• Prompt
All the data should be transcribed exactly, with every line kept.
BEGIN
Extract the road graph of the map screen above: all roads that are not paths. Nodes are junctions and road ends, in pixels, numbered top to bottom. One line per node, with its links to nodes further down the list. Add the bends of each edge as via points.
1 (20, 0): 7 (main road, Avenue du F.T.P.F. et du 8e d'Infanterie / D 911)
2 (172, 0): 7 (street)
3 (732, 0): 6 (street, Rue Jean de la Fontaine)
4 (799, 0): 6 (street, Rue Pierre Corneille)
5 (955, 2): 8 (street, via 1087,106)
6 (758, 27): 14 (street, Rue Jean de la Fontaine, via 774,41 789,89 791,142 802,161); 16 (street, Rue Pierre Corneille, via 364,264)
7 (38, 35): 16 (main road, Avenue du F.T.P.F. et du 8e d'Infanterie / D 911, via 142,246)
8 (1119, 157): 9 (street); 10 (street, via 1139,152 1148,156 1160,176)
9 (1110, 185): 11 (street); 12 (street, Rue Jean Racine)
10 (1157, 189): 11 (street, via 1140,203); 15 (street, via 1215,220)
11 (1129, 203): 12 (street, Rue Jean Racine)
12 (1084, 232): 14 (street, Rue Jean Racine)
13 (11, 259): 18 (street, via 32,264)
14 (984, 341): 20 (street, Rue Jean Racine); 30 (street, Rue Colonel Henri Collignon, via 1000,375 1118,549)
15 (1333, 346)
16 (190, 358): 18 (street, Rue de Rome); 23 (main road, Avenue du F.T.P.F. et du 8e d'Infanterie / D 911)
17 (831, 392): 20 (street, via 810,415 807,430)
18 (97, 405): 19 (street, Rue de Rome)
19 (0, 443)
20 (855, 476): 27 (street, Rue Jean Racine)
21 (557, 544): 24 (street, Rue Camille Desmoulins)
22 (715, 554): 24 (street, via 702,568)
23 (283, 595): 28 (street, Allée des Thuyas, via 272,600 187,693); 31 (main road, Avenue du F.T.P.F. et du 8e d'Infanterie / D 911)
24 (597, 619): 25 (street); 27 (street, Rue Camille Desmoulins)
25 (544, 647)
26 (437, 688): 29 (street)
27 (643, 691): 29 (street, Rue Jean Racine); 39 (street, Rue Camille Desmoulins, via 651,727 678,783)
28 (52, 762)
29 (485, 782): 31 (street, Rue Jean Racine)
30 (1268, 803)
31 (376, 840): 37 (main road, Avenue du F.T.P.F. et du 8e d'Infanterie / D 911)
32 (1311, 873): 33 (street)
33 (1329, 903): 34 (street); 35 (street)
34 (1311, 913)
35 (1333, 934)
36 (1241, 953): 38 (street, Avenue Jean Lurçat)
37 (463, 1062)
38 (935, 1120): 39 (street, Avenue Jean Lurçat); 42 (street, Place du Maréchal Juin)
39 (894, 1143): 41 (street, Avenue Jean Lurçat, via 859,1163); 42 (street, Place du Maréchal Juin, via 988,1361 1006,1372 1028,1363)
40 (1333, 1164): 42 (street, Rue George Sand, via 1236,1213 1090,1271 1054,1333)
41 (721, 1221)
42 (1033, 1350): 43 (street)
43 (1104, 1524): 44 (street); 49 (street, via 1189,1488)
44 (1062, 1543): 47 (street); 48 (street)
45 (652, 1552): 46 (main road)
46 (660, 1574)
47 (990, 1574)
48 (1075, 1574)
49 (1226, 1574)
END
• Expected answer
Extract the road graph of the map screen above: all roads that are not paths. Nodes are junctions and road ends, in pixels, numbered top to bottom. One line per node, with its links to nodes further down the list. Add the bends of each edge as via points.
1 (20, 0): 7 (main road, Avenue du F.T.P.F. et du 8e d'Infanterie / D 911)
2 (172, 0): 7 (street)
3 (732, 0): 6 (street, Rue Jean de la Fontaine)
4 (799, 0): 6 (street, Rue Pierre Corneille)
5 (955, 2): 8 (street, via 1087,106)
6 (758, 27): 14 (street, Rue Jean de la Fontaine, via 774,41 789,89 791,142 802,161); 16 (street, Rue Pierre Corneille, via 364,264)
7 (38, 35): 16 (main road, Avenue du F.T.P.F. et du 8e d'Infanterie / D 911, via 142,246)
8 (1119, 157): 9 (street); 10 (street, via 1139,152 1148,156 1160,176)
9 (1110, 185): 11 (street); 12 (street, Rue Jean Racine)
10 (1157, 189): 11 (street, via 1140,203); 15 (street, via 1215,220)
11 (1129, 203): 12 (street, Rue Jean Racine)
12 (1084, 232): 14 (street, Rue Jean Racine)
13 (11, 259): 18 (street, via 32,264)
14 (984, 341): 20 (street, Rue Jean Racine); 30 (street, Rue Colonel Henri Collignon, via 1000,375 1118,549)
15 (1333, 346)
16 (190, 358): 18 (street, Rue de Rome); 23 (main road, Avenue du F.T.P.F. et du 8e d'Infanterie / D 911)
17 (831, 392): 20 (street, via 810,415 807,430)
18 (97, 405): 19 (street, Rue de Rome)
19 (0, 443)
20 (855, 476): 27 (street, Rue Jean Racine)
21 (557, 544): 24 (street, Rue Camille Desmoulins)
22 (715, 554): 24 (street, via 702,568)
23 (283, 595): 28 (street, Allée des Thuyas, via 272,600 187,693); 31 (main road, Avenue du F.T.P.F. et du 8e d'Infanterie / D 911)
24 (597, 619): 25 (street); 27 (street, Rue Camille Desmoulins)
25 (544, 647)
26 (437, 688): 29 (street)
27 (643, 691): 29 (street, Rue Jean Racine); 39 (street, Rue Camille Desmoulins, via 651,727 678,783)
28 (52, 762)
29 (485, 782): 31 (street, Rue Jean Racine)
30 (1268, 803)
31 (376, 840): 37 (main road, Avenue du F.T.P.F. et du 8e d'Infanterie / D 911)
32 (1311, 873): 33 (street)
33 (1329, 903): 34 (street); 35 (street)
34 (1311, 913)
35 (1333, 934)
36 (1241, 953): 38 (street, Avenue Jean Lurçat)
37 (463, 1062)
38 (935, 1120): 39 (street, Avenue Jean Lurçat); 42 (street, Place du Maréchal Juin)
39 (894, 1143): 41 (street, Avenue Jean Lurçat, via 859,1163); 42 (street, Place du Maréchal Juin, via 988,1361 1006,1372 1028,1363)
40 (1333, 1164): 42 (street, Rue George Sand, via 1236,1213 1090,1271 1054,1333)
41 (721, 1221)
42 (1033, 1350): 43 (street)
43 (1104, 1524): 44 (street); 49 (street, via 1189,1488)
44 (1062, 1543): 47 (street); 48 (street)
45 (652, 1552): 46 (main road)
46 (660, 1574)
47 (990, 1574)
48 (1075, 1574)
49 (1226, 1574)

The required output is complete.